3

How do I get xmllint to output to a file?

thufir@dur:~/xmllint$ 
thufir@dur:~/xmllint$ xmllint --html http://www.skynet.be/nieuws-sport/weer/mijn-weer?cityId=6450  --xpath '//div[@class = "tides"]' - 2>/dev/null
<div class="tides">
            <div class="weather-sprite icon  st_nl" title="Marées Oostende"></div>
            <p>Hoogtij: <strong>10:28</strong>  <strong>23:11</strong></p>
            <p>Laagtij: <strong>04:44</strong>  <strong>17:13</strong></p>
            <div class="weather-sprite icon  anv_nl clearFlt" title="Marées Anvers"></div>
            <p>Hoogtij: <strong>00:41</strong>  <strong>13:06</strong></p>
            <p>Laagtij: <strong>07:11</strong>  <strong>07:11</strong></p>
        </div><div class="tides">
            <div class="weather-sprite icon  st_nl" title="Marées Oostende"></div>
            <p>Hoogtij: <strong>11:31</strong>  <strong></strong></p>
            <p>Laagtij: <strong>05:48</strong>  <strong>18:10</strong></p>
            <div class="weather-sprite icon  anv_nl clearFlt" title="Marées Anvers"></div>
            <p>Hoogtij: <strong>01:42</strong>  <strong>14:02</strong></p>
            <p>Laagtij: <strong>08:20</strong>  <strong>08:20</strong></p>
        </div>
^C
thufir@dur:~/xmllint$ 

As it hangs, it has to be killed. The fine manual:

   --output FILE
       Define a file path where xmllint will save the result of parsing.
       Usually the programs build a tree and save it on stdout, with this
       option the result XML instance will be saved onto a file.

but can't get that working. I don't need any output to the console at all, only interested in the file creation. This is to tidy up the html for processing by saxon.

Thufir
  • 1,870
  • 7
  • 34
  • 62
  • 1
    Hi, it's not what you want, but it could be useful. The tool I use is pup and the command is `curl "http://www.skynet.be/nieuws-sport/weer/mijn-weer?cityId=6450" | pup 'div.tides' >out.html' – aborruso Jan 05 '19 at 18:29

1 Answers1

3

I think when using the --html option in xmllint, some other options are ignored, such as --format and --output. (Tried it with libxml2 v2.9.4 that came with macOS High Sierra, and with v2.9.10 from Homebrew.)

Instead, to write xmllint's output to a file, you can redirect its standard output stream, by using the > ("greater-than") redirection operator.

Syntax

xmllint --html input.html > output.html

Example

xmllint --html --xpath "//p" http://example.com > output.html 2>/dev/null

Options/arguments:

  • --html — parse the input as HTML.
  • --xpath "//p" — XPath query selecting all <p> tags from the input.
  • http://example.com — input file, in this case downloaded directly from the specified URL.
  • > output.html — redirect standard output stream (stdout) to the specified file.
  • 2>/dev/null — optional: suppress standard error stream (stderr) from the terminal by redirecting it to the null device (/dev/null).

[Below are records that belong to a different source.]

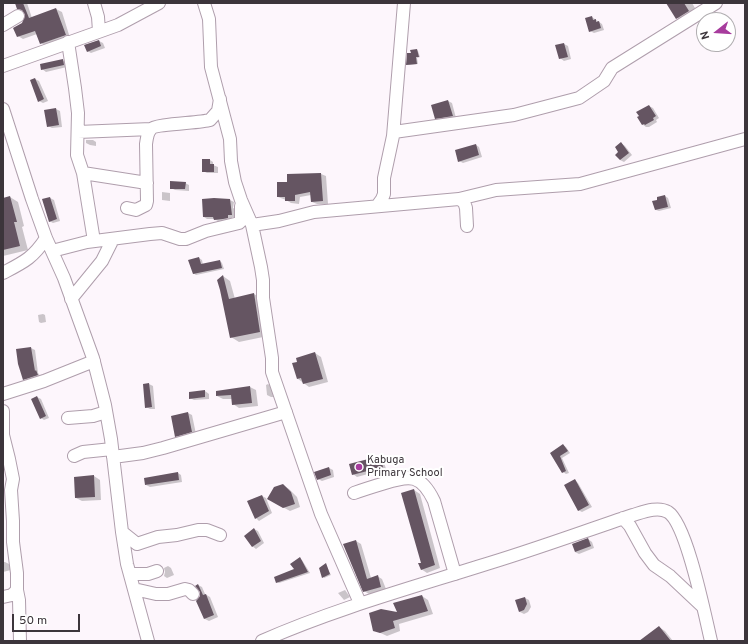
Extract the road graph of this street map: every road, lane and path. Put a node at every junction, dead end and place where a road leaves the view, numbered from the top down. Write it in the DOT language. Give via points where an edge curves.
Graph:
graph roads {
  1 [pos="94,3"];
  2 [pos="159,3"];
  3 [pos="204,3"];
  4 [pos="404,3"];
  5 [pos="716,3"];
  6 [pos="18,16"];
  7 [pos="3,25"];
  8 [pos="99,31"];
  9 [pos="68,42"];
  10 [pos="3,66"];
  11 [pos="220,98"];
  12 [pos="3,109"];
  13 [pos="151,128"];
  14 [pos="78,132"];
  15 [pos="394,132"];
  16 [pos="745,139"];
  17 [pos="83,173"];
  18 [pos="147,183"];
  19 [pos="459,199"];
  20 [pos="241,200"];
  21 [pos="377,206"];
  22 [pos="127,208"];
  23 [pos="252,225"];
  24 [pos="467,226"];
  25 [pos="46,238"];
  26 [pos="113,239"];
  27 [pos="94,241"];
  28 [pos="52,251"];
  29 [pos="7,270"];
  30 [pos="3,279"];
  31 [pos="71,299"];
  32 [pos="94,361"];
  33 [pos="3,394"];
  34 [pos="3,411"];
  35 [pos="106,412"];
  36 [pos="286,412"];
  37 [pos="68,418"];
  38 [pos="113,453"];
  39 [pos="74,456"];
  40 [pos="354,493"];
  41 [pos="11,496"];
  42 [pos="3,507"];
  43 [pos="623,518"];
  44 [pos="122,532"];
  45 [pos="220,535"];
  46 [pos="8,540"];
  47 [pos="158,571"];
  48 [pos="130,574"];
  49 [pos="455,574"];
  50 [pos="134,589"];
  51 [pos="17,590"];
  52 [pos="193,594"];
  53 [pos="3,597"];
  54 [pos="360,603"];
  55 [pos="703,607"];
  56 [pos="141,613"];
  57 [pos="20,641"];
  58 [pos="138,641"];
  59 [pos="148,641"];
  60 [pos="262,641"];
  61 [pos="712,641"];
  1 -- 8 [label="street"];
  2 -- 8 [label="street" via="118,25"];
  3 -- 11 [label="street" via="208,19 211,67"];
  4 -- 15 [label="street"];
  5 -- 15 [label="street" via="612,68 604,81 579,98 514,115"];
  6 -- 7 [label="street"];
  8 -- 9 [label="street"];
  9 -- 10 [label="street"];
  9 -- 14 [label="street"];
  11 -- 13 [label="street" via="218,111 210,120 156,125"];
  11 -- 20 [label="street" via="230,138 235,182"];
  12 -- 25 [label="street"];
  13 -- 14 [label="street"];
  13 -- 18 [label="street" via="147,136"];
  14 -- 17 [label="street" via="77,155"];
  15 -- 21 [label="street" via="384,178 384,194"];
  16 -- 19 [label="street" via="580,184 496,190"];
  17 -- 18 [label="street"];
  17 -- 27 [label="street"];
  18 -- 22 [label="street" via="146,205 136,210"];
  19 -- 21 [label="street"];
  19 -- 24 [label="street" via="464,202 466,208"];
  20 -- 23 [label="street"];
  20 -- 26 [label="street" via="241,222 206,230 186,239 162,233"];
  21 -- 23 [label="street" via="314,212"];
  23 -- 36 [label="street" via="263,280 272,372"];
  25 -- 28 [label="street"];
  25 -- 29 [label="street" via="27,261"];
  26 -- 27 [label="street"];
  26 -- 31 [label="street" via="102,261"];
  27 -- 28 [label="street"];
  28 -- 31 [label="street"];
  29 -- 30 [label="street"];
  31 -- 32 [label="street"];
  32 -- 33 [label="street"];
  32 -- 35 [label="street"];
  34 -- 41 [label="street" via="3,435 12,479"];
  35 -- 37 [label="street"];
  35 -- 38 [label="street"];
  36 -- 38 [label="street" via="143,453"];
  36 -- 54 [label="street" via="321,514"];
  38 -- 39 [label="street" via="83,452"];
  38 -- 44 [label="street"];
  40 -- 49 [label="street" via="408,477 421,482 429,490 434,501"];
  41 -- 42 [label="street"];
  41 -- 46 [label="street"];
  43 -- 49 [label="street"];
  43 -- 55 [label="street" via="654,565 670,576"];
  43 -- 55 [label="street" via="650,510 660,510 668,512 676,520 689,553"];
  44 -- 45 [label="street" via="137,544 158,537 198,530"];
  44 -- 48 [label="street"];
  46 -- 51 [label="street" via="17,573"];
  47 -- 48 [label="street"];
  48 -- 50 [label="street"];
  49 -- 54 [label="street"];
  50 -- 52 [label="street" via="156,594 168,594 185,589"];
  50 -- 56 [label="street"];
  51 -- 53 [label="street" via="12,595"];
  51 -- 57 [label="street" via="20,600"];
  54 -- 60 [label="street"];
  55 -- 61 [label="street"];
  56 -- 58 [label="street"];
  56 -- 59 [label="street"];
}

(See this answer for a nice cheat sheet of output/error redirection.)

HTTPS

Note that xmllint does not appear to support HTTPS at this time (as mentioned in this question). Instead, you could use another utility like curl or wget to download the file first, then pipe it to xmllint's standard input, by using the | ("pipe"/"vertical bar") control operator, and - ("hyphen/minus") for xmllint's file argument.

curl --silent "https://example.com" | xmllint --html --xpath "//p" - > output.html 2>/dev/null

Options/arguments:

  • --silent or -s — suppress curl progress/error messages (which might otherwise get processed by xmllint's parser).
  • "https://example.com" — input file that curl will download (over HTTPS, in this case) and pass to xmllint. (Use quotes if the URL contains & or other special characters.)
  • | — pipe the prior command's standard output (curl) to the next command's standard input (xmllint).
  • --html — parse xmllint's input as HTML.
  • --xpath "//p" — XPath query selecting all <p> tags from the input.
  • -xmllint gets its input from the standard input stream (stdin) (i.e. from curl's output) instead of from a file or URL.
  • > output.html — redirect xmllint's standard output stream (stdout) to the specified file.
  • 2>/dev/null — optional: suppress xmllint's standard error stream (stderr) from the terminal by redirecting it to the null device (/dev/null).

(See this answer for a nice list of control/redirection operators.)